Background The change from in-person to virtual interviews for graduate medical education (GME) provides the opportunity to compare the potential environmental effects.

Objective To explore and summarize the existing literature on the potential climate impact of medical residency interview travel through a scoping review.

Methods The search was conducted in October 2022 using 5 research databases. Results were screened for inclusion by 2 reviewers in a 2-tiered process. Inclusion criteria were limited to English language articles from the United States and Canada, with no limitations on the type of study, type of applicant (allopathic, osteopathic, or international medical graduate), or type of residency. A thematic analysis focusing on the objectives and main findings of identified studies was conducted and an iteratively created standardized data extraction worksheet was used such that all studies were explicitly assessed for the presence of the same themes.

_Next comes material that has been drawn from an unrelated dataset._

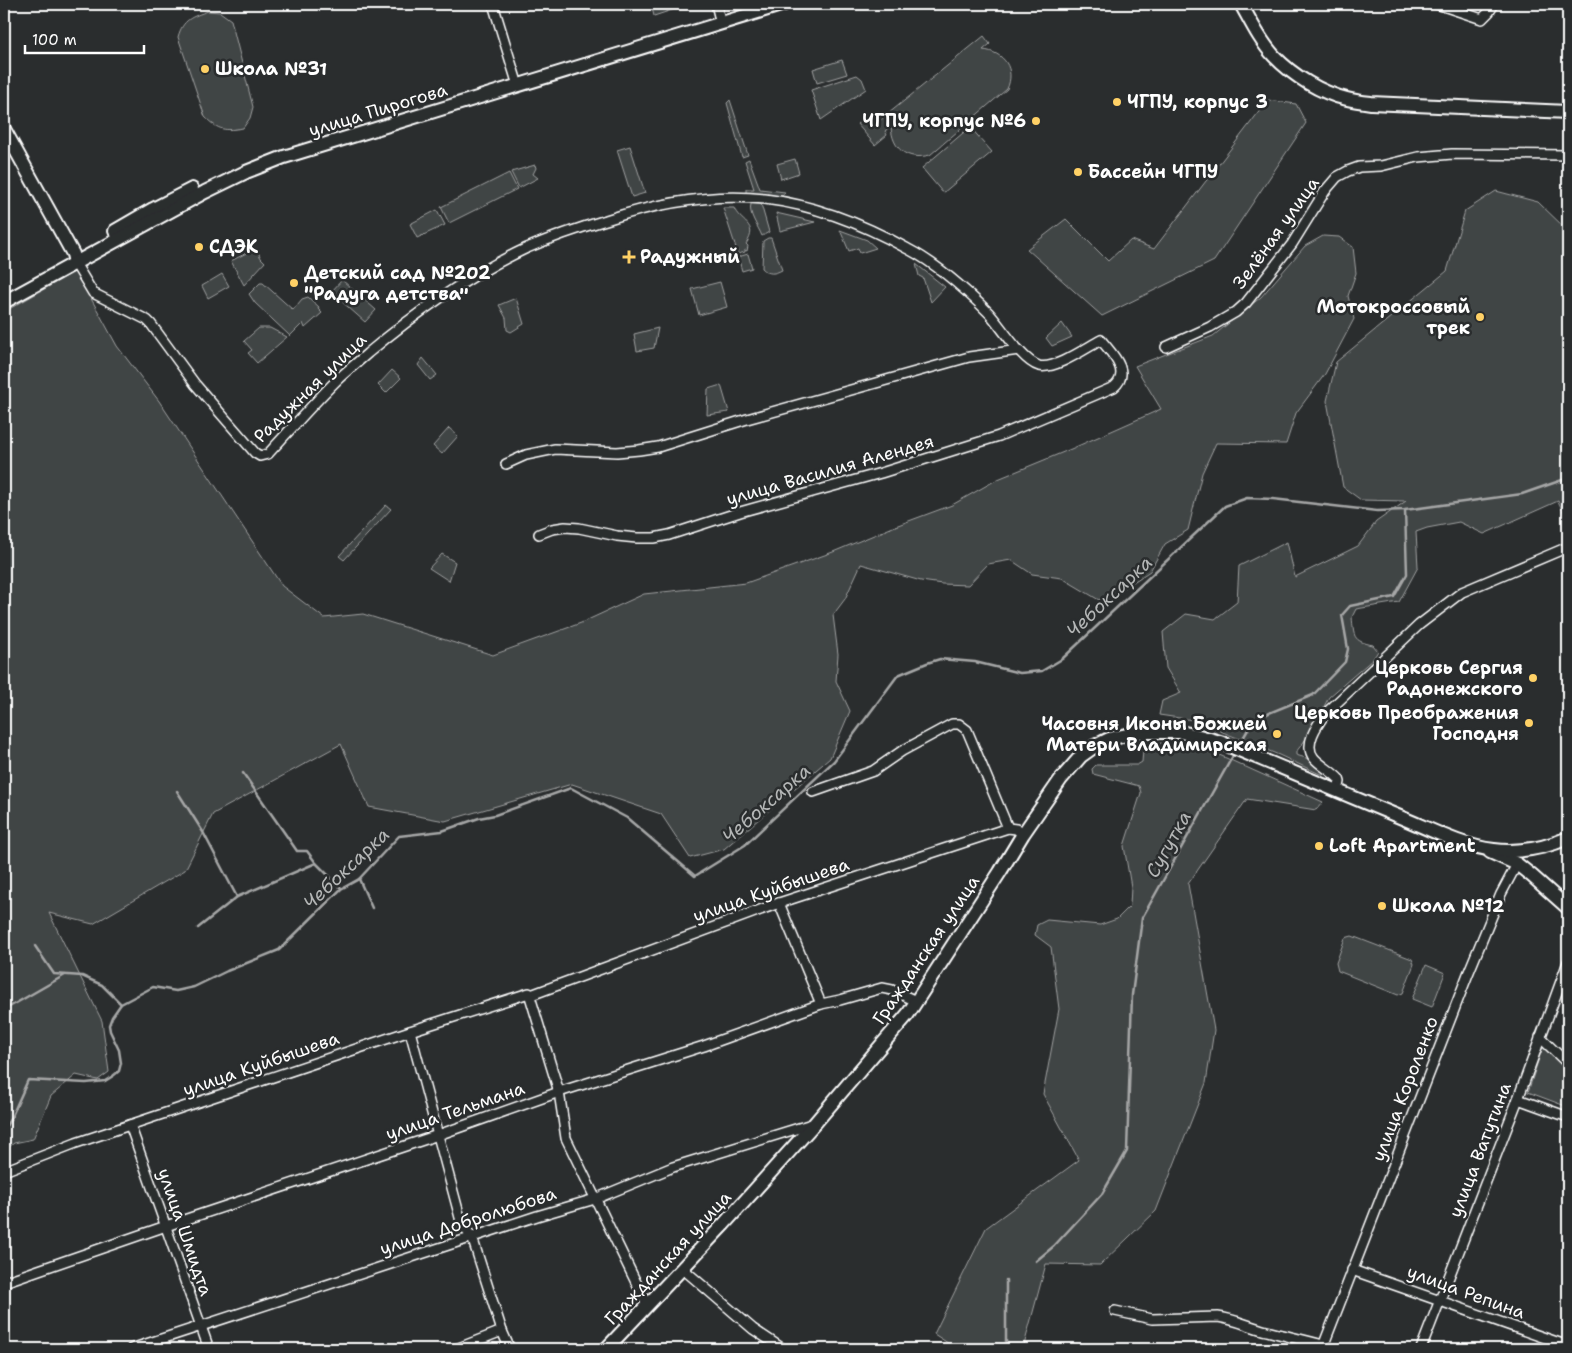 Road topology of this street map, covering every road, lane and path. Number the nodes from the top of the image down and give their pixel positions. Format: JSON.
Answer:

Results The search identified 1480 unique articles, of which 16 passed title and abstract screening and 13 were ultimately included following full-text review. There were 3 main themes identified: the carbon footprint of residency travel, stakeholders’ perspectives on virtual interviews, and advocacy for virtual interviews. All 13 articles employed persuasive language on interview reform, ranging from neutral to strongly in favor of virtual interviews based wholly or in part on environmental concerns.

Conclusions Two main findings were identified: (1) Though carbon footprint estimates for in-person interviews vary, in-person interviews create considerable carbon emissions and (2) those working in GME are concerned about the climate effects of GME practices and describe them as a compelling reason to permanently adopt virtual interviewing.

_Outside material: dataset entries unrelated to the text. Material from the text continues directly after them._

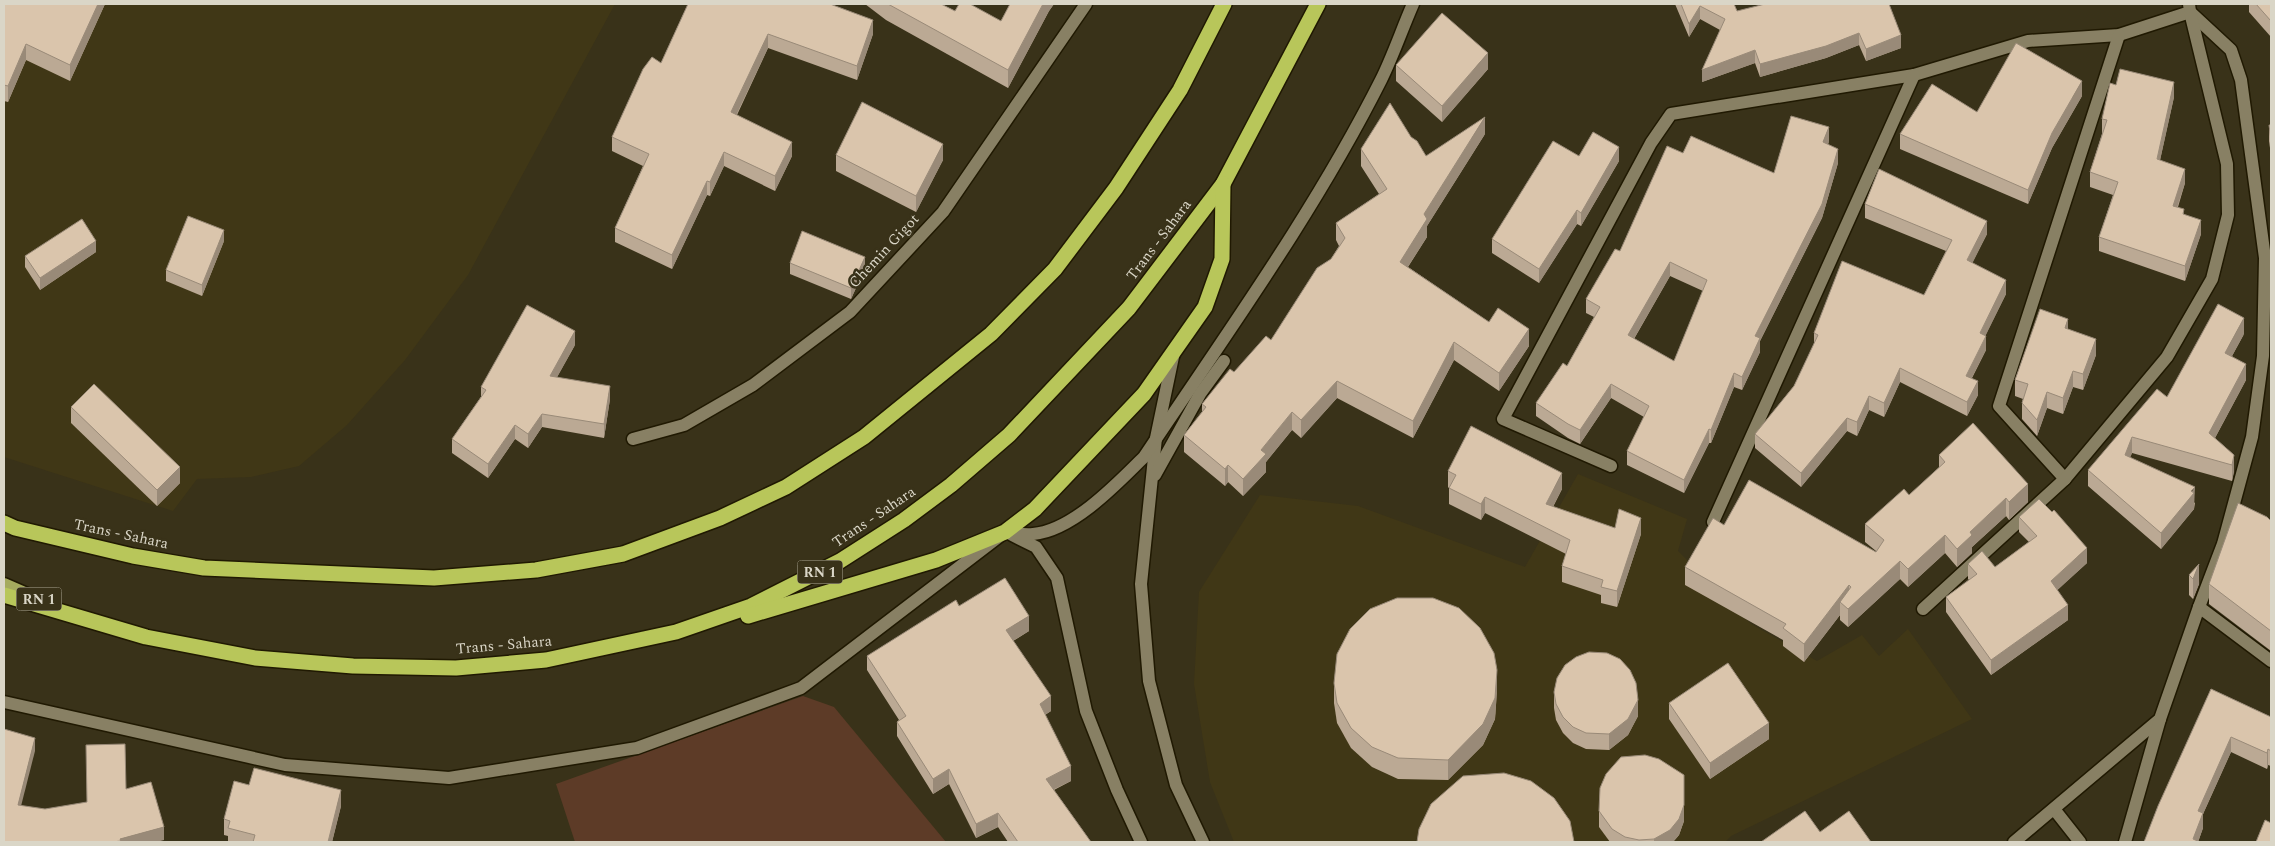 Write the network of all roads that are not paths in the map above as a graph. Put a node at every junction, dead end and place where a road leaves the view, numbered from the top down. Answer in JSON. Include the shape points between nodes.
{"nodes":[{"id":1,"x":1086,"y":4,"type":"edge"},
{"id":2,"x":1224,"y":4,"type":"edge"},
{"id":3,"x":1318,"y":4,"type":"edge"},
{"id":4,"x":1413,"y":4,"type":"edge"},
{"id":5,"x":2189,"y":8,"type":"edge"},
{"id":6,"x":2119,"y":35,"type":"junction"},
{"id":7,"x":1914,"y":76,"type":"junction"},
{"id":8,"x":1223,"y":184,"type":"junction"},
{"id":9,"x":2268,"y":258,"type":"edge"},
{"id":10,"x":1174,"y":351,"type":"junction"},
{"id":11,"x":1224,"y":361,"type":"dead end"},
{"id":12,"x":1156,"y":438,"type":"junction"},
{"id":13,"x":634,"y":439,"type":"dead end"},
{"id":14,"x":1611,"y":466,"type":"dead end"},
{"id":15,"x":2065,"y":479,"type":"junction"},
{"id":16,"x":1151,"y":482,"type":"junction"},
{"id":17,"x":1713,"y":522,"type":"edge"},
{"id":18,"x":7,"y":525,"type":"edge"},
{"id":19,"x":1005,"y":532,"type":"junction"},
{"id":20,"x":4,"y":584,"type":"edge"},
{"id":21,"x":4,"y":595,"type":"edge"},
{"id":22,"x":2199,"y":607,"type":"junction"},
{"id":23,"x":1924,"y":609,"type":"dead end"},
{"id":24,"x":74,"y":615,"type":"junction"},
{"id":25,"x":676,"y":632,"type":"junction"},
{"id":26,"x":2271,"y":662,"type":"edge"},
{"id":27,"x":4,"y":702,"type":"edge"},
{"id":28,"x":2160,"y":719,"type":"junction"},
{"id":29,"x":2054,"y":808,"type":"junction"},
{"id":30,"x":1141,"y":842,"type":"edge"},
{"id":31,"x":1203,"y":842,"type":"edge"},
{"id":32,"x":2014,"y":842,"type":"edge"},
{"id":33,"x":2080,"y":842,"type":"edge"},
{"id":34,"x":2125,"y":842,"type":"edge"}],
"edges":[{"from":1,"to":13,"type":"street","name":"Chemin Gigot","via":[[943,212],[850,312],[753,385],[684,425]]},
{"from":2,"to":18,"type":"highway","name":"Trans - Sahara","via":[[1180,90],[1116,188],[1055,269],[991,334],[864,437],[786,487],[720,518],[623,554],[536,570],[434,578],[204,568],[133,556]]},
{"from":3,"to":8,"type":"highway","name":"Trans - Sahara","number":"RN 1"},
{"from":4,"to":12,"type":"street","via":[[1382,78],[1298,228]]},
{"from":5,"to":6,"type":"street"},
{"from":5,"to":9,"type":"street","via":[[2230,50],[2241,80]]},
{"from":5,"to":15,"type":"street","via":[[2227,164],[2228,215],[2212,279],[2167,357]]},
{"from":6,"to":7,"type":"street","via":[[2028,41]]},
{"from":6,"to":15,"type":"street","via":[[1999,406]]},
{"from":7,"to":14,"type":"street","via":[[1671,114],[1651,143],[1503,419]]},
{"from":7,"to":17,"type":"street"},
{"from":8,"to":10,"type":"highway","via":[[1222,259],[1206,307]]},
{"from":8,"to":25,"type":"highway","name":"Trans - Sahara","number":"RN 1","via":[[1130,308],[1009,435],[951,485],[840,561],[751,606]]},
{"from":9,"to":22,"type":"street","via":[[2263,356],[2252,437],[2223,544]]},
{"from":10,"to":12,"type":"street"},
{"from":10,"to":19,"type":"highway","via":[[1144,394],[1060,485]]},
{"from":11,"to":16,"type":"street","via":[[1200,394]]},
{"from":12,"to":16,"type":"street"},
{"from":12,"to":19,"type":"street","via":[[1144,458],[1117,484],[1063,526],[1033,534]]},
{"from":15,"to":23,"type":"street"},
{"from":16,"to":31,"type":"street","via":[[1141,584],[1149,682],[1176,785]]},
{"from":19,"to":25,"type":"highway","via":[[936,560],[738,620]]},
{"from":19,"to":27,"type":"street","via":[[802,688],[637,748],[449,778],[285,765]]},
{"from":19,"to":30,"type":"street","via":[[1036,547],[1057,578],[1086,711]]},
{"from":20,"to":24,"type":"main road","name":"Trans - Sahara","number":"RN 1"},
{"from":21,"to":24,"type":"highway","name":"Trans - Sahara","number":"RN 1"},
{"from":22,"to":26,"type":"street"},
{"from":22,"to":28,"type":"street"},
{"from":24,"to":25,"type":"highway","name":"Trans - Sahara","number":"RN 1","via":[[146,637],[255,658],[353,666],[456,668],[546,660]]},
{"from":28,"to":29,"type":"street"},
{"from":28,"to":34,"type":"street"},
{"from":29,"to":32,"type":"street"},
{"from":29,"to":33,"type":"street"}]}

Until 2020, the standard process of applying to residency positions in the United States and Canada revolved around the in-person interview. Travel and safety limitations imposed by the COVID-19 pandemic disrupted this process, necessitating the change to a virtual interview format that has persisted through the 2022-2023 application cycle. In doing so, the pandemic created new opportunities to re-evaluate how residency interviews are conducted and consider future changes to this aspect of graduate medical education (GME). At its core, the functional question of in-person versus virtual interviews is one of location: where should these interviews occur? Interviews hosted at residency-sponsoring institutions necessitate the travel of a massive number of applicants to various destinations. In recent years, the average number of residency applications has been increasing. Of the 48 distinct specialty programs recognized by the Electronic Residency Application Service (ERAS) who reported data for the years 2018 to 2022, 36 of those specialties saw an increase in the number of applications per applicant in that time period, with increases ranging from 2.5% to 332%.1  In that time, the average length of the rank list has also increased, indicating an associated increase in interviews attended per applicant.2  If this trend of increased applications and interviews continues, so does the potential travel burden on each applicant.

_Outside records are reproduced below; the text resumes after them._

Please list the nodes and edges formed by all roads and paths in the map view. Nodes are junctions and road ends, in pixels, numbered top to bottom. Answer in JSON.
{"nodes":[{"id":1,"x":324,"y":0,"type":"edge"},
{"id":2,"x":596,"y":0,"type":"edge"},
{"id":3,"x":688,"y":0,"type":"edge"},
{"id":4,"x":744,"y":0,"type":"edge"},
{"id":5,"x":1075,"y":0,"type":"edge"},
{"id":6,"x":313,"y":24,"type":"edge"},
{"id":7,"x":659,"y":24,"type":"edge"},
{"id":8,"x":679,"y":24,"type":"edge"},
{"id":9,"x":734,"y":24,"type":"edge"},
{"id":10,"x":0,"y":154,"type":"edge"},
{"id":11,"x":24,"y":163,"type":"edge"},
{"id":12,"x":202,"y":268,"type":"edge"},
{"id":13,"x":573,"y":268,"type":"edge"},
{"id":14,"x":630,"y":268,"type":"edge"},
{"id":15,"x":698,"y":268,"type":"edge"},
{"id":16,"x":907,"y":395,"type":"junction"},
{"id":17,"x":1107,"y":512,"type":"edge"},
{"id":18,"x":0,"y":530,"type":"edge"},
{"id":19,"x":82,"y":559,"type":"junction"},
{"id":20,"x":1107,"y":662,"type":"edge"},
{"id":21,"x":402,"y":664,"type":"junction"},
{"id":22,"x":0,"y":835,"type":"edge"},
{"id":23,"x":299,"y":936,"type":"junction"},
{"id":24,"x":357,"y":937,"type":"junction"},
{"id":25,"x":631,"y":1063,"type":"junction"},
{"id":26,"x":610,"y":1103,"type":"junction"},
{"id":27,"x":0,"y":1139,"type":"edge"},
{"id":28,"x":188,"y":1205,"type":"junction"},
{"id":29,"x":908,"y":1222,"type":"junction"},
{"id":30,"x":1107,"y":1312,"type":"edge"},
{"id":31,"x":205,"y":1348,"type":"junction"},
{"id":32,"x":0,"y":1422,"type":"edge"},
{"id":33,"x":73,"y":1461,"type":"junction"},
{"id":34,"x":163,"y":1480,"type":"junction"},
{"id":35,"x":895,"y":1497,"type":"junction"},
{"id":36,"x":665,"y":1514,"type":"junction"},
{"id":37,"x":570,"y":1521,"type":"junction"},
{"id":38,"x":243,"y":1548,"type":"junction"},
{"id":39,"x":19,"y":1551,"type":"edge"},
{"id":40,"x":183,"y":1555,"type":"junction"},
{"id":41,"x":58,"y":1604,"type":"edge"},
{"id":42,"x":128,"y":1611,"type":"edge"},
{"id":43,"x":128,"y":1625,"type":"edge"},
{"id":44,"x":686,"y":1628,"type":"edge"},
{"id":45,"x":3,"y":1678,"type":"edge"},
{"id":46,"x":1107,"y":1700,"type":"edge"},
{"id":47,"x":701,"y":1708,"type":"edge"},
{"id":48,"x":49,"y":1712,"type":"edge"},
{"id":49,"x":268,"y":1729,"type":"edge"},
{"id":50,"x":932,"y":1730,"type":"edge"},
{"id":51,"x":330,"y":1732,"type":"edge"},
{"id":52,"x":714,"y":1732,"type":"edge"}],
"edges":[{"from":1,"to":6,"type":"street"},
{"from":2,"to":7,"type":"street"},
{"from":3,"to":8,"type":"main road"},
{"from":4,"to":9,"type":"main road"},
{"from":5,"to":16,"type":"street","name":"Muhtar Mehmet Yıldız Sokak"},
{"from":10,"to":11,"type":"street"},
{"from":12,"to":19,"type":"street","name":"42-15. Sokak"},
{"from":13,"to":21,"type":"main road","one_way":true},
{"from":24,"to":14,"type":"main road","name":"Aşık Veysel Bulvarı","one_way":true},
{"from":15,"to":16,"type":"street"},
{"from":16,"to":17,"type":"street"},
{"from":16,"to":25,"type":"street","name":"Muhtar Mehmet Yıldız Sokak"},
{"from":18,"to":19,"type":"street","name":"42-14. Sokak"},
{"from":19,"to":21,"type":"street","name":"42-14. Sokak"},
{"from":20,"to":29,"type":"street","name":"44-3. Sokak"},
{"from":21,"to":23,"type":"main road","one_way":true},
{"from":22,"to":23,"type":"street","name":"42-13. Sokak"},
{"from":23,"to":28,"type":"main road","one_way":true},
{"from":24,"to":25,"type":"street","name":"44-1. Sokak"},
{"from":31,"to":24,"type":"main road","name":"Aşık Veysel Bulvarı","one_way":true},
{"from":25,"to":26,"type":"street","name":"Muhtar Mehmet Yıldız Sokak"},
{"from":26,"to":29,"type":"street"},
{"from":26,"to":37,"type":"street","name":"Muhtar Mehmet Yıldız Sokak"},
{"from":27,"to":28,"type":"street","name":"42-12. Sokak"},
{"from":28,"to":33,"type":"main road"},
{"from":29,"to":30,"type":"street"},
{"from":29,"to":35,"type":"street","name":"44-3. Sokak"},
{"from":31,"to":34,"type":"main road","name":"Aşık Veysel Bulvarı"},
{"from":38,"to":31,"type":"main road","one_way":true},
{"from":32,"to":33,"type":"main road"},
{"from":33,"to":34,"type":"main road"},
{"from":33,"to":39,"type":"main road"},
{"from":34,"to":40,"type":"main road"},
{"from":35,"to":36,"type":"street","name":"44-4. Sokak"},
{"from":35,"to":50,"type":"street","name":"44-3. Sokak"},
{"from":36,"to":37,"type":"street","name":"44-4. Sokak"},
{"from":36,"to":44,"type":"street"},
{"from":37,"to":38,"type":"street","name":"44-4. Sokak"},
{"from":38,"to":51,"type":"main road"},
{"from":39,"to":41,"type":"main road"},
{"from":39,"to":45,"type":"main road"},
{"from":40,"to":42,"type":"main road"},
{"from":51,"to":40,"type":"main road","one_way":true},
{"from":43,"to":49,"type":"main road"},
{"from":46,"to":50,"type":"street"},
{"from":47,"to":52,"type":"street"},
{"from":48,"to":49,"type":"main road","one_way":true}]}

The contribution of transportation to carbon emissions is well documented, with passenger air travel resulting in the greatest impact.3  The considerable threat to human health posed by climate change is also well documented, with the worst health harms experienced by vulnerable populations.4  As such, the medical field has a professional responsibility to consider how our educational practices contribute to this growing health hazard and how such contributions can be mitigated. While there have been studies on the financial cost of interview travel5  and the carbon emissions produced by other forms of academic travel,6  the climate implications of in-person versus virtual residency interviews were less studied.

This scoping review aims to summarize the available literature on the climate impact of residency interview travel in North America as a potential return to in-person interviews is considered.

To generate a summary of articles relevant to the environmental impact of residency interview travel, a scoping review was performed according to the Preferred Reporting Items for Systematic Reviews and Meta-Analysis extension for Scoping Reviews (PRISMA-ScR) protocol.7  The review format was selected with the anticipation that the available body of literature concerning this subject matter would be limited and diverse, as inferred from preliminary investigations.

Inclusion Criteria

Articles were selected based on a broad set of criteria to ensure the inclusion of all relevant literature. To be included, articles discussed and connected 3 premises: travel, medical residency interviews or application process, and environmental impact. Articles including only 2 of the defining premises—including but not limited to financial costs of residency travel, environmental costs of other forms of academic travel, nonenvironmental benefits of virtual interviewing, and subjective experiences of virtual interviewing—were excluded from the review. Additionally, the inclusion criteria were limited to English-language articles on the medical residency application process in the United States and Canada. These 2 countries use a similar interviewing and matching format, though the number of applicants and participating programs is larger in the United States. There were no limitations on the types of applicants (whether US or international medical graduates, allopathic or osteopathic graduates), specialty or number of programs applied to, or type of assessment (qualitative vs quantitative) of environmental impact. Any peer-reviewed article or commentary in a scholarly journal, including research of any study design, prepublished research, and perspective pieces were included. The date range was from inception to October 2022.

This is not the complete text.